[[ Data records open ]]

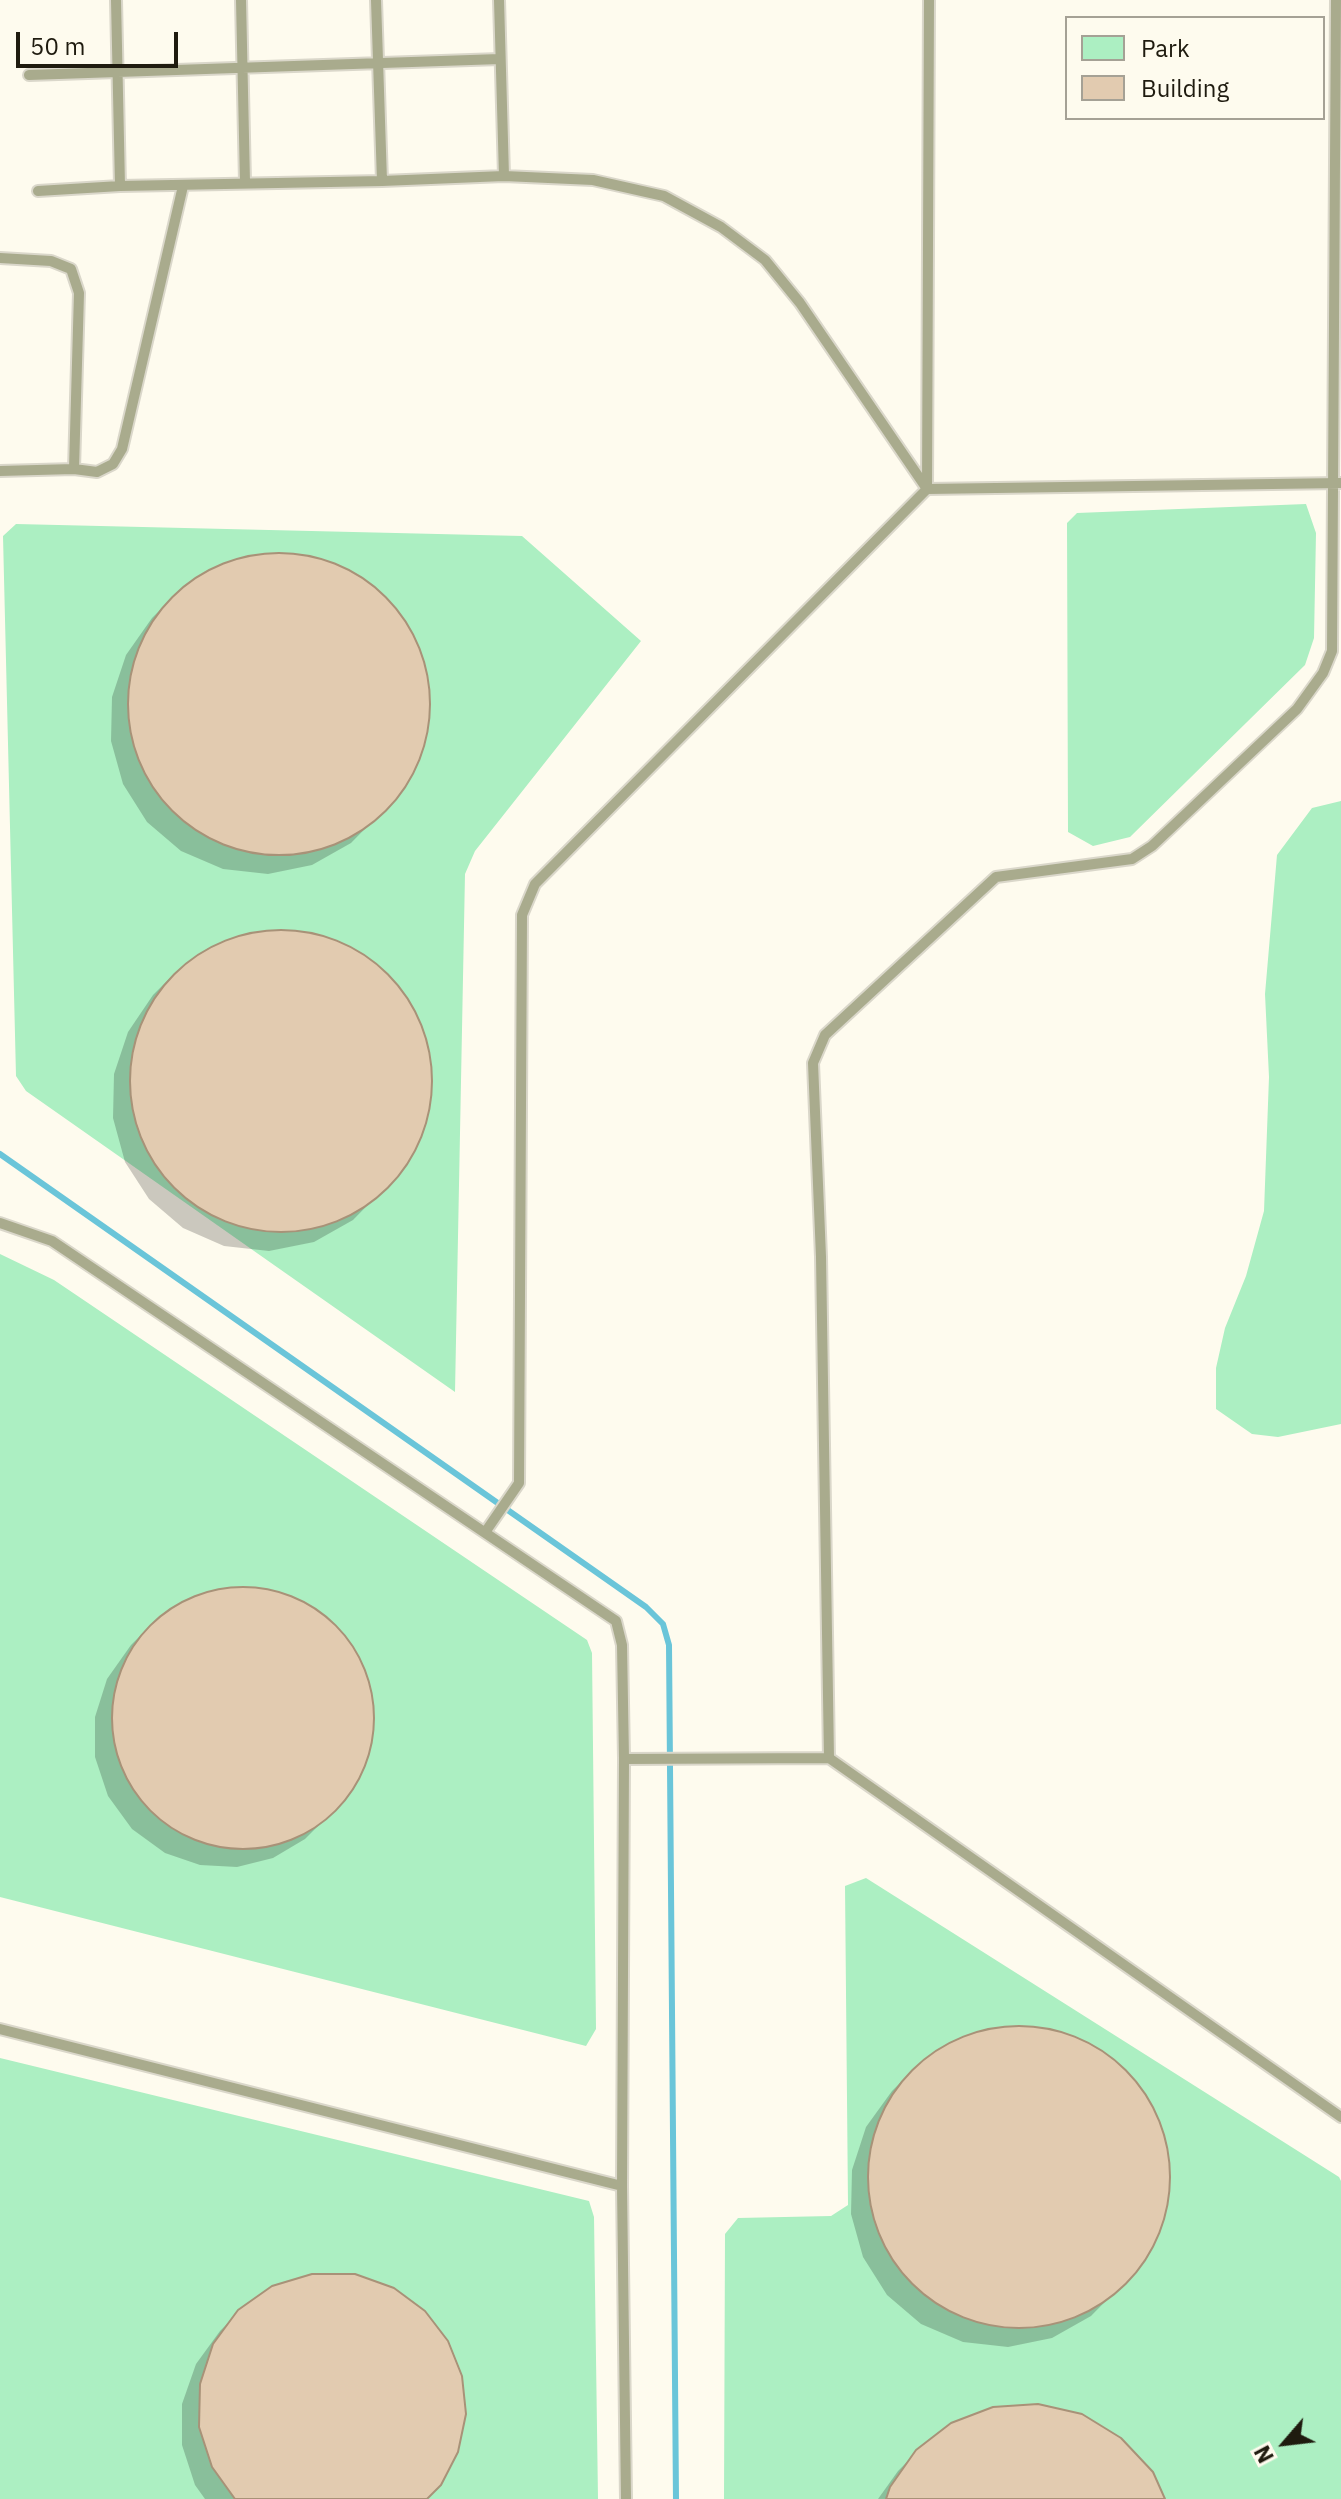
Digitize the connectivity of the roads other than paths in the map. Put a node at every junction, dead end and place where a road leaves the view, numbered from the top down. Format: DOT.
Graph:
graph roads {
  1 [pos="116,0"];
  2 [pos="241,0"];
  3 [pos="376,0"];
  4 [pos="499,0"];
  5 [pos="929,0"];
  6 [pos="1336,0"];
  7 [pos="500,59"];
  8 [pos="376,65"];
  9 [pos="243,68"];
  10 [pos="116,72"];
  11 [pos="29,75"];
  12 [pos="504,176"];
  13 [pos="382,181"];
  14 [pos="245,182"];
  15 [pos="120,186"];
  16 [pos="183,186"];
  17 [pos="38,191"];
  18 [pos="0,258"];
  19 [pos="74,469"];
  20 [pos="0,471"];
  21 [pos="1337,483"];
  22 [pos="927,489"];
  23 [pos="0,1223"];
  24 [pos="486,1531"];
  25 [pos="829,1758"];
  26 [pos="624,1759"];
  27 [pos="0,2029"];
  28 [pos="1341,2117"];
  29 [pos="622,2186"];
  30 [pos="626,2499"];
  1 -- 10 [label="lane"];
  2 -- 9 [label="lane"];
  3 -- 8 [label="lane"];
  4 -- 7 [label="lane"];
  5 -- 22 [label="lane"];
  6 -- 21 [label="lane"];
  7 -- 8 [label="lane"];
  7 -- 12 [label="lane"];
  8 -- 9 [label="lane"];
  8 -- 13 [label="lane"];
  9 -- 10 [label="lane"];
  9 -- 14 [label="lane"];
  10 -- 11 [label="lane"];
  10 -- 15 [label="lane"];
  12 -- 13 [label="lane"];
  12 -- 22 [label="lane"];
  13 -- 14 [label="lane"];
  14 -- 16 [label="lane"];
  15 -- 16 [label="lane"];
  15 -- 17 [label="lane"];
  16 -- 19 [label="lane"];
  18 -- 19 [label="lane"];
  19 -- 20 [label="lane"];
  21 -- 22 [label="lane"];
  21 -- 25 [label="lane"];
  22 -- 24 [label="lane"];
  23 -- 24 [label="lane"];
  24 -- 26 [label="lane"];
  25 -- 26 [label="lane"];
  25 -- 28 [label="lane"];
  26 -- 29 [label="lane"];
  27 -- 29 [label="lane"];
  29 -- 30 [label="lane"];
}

[[ Data records closed ]]

> Brief:
The whole listing must be restated word for word. Leave out any pictures.

> Answer section:
Digitize the connectivity of the roads other than paths in the map. Put a node at every junction, dead end and place where a road leaves the view, numbered from the top down. Format: DOT.
Graph:
graph roads {
  1 [pos="116,0"];
  2 [pos="241,0"];
  3 [pos="376,0"];
  4 [pos="499,0"];
  5 [pos="929,0"];
  6 [pos="1336,0"];
  7 [pos="500,59"];
  8 [pos="376,65"];
  9 [pos="243,68"];
  10 [pos="116,72"];
  11 [pos="29,75"];
  12 [pos="504,176"];
  13 [pos="382,181"];
  14 [pos="245,182"];
  15 [pos="120,186"];
  16 [pos="183,186"];
  17 [pos="38,191"];
  18 [pos="0,258"];
  19 [pos="74,469"];
  20 [pos="0,471"];
  21 [pos="1337,483"];
  22 [pos="927,489"];
  23 [pos="0,1223"];
  24 [pos="486,1531"];
  25 [pos="829,1758"];
  26 [pos="624,1759"];
  27 [pos="0,2029"];
  28 [pos="1341,2117"];
  29 [pos="622,2186"];
  30 [pos="626,2499"];
  1 -- 10 [label="lane"];
  2 -- 9 [label="lane"];
  3 -- 8 [label="lane"];
  4 -- 7 [label="lane"];
  5 -- 22 [label="lane"];
  6 -- 21 [label="lane"];
  7 -- 8 [label="lane"];
  7 -- 12 [label="lane"];
  8 -- 9 [label="lane"];
  8 -- 13 [label="lane"];
  9 -- 10 [label="lane"];
  9 -- 14 [label="lane"];
  10 -- 11 [label="lane"];
  10 -- 15 [label="lane"];
  12 -- 13 [label="lane"];
  12 -- 22 [label="lane"];
  13 -- 14 [label="lane"];
  14 -- 16 [label="lane"];
  15 -- 16 [label="lane"];
  15 -- 17 [label="lane"];
  16 -- 19 [label="lane"];
  18 -- 19 [label="lane"];
  19 -- 20 [label="lane"];
  21 -- 22 [label="lane"];
  21 -- 25 [label="lane"];
  22 -- 24 [label="lane"];
  23 -- 24 [label="lane"];
  24 -- 26 [label="lane"];
  25 -- 26 [label="lane"];
  25 -- 28 [label="lane"];
  26 -- 29 [label="lane"];
  27 -- 29 [label="lane"];
  29 -- 30 [label="lane"];
}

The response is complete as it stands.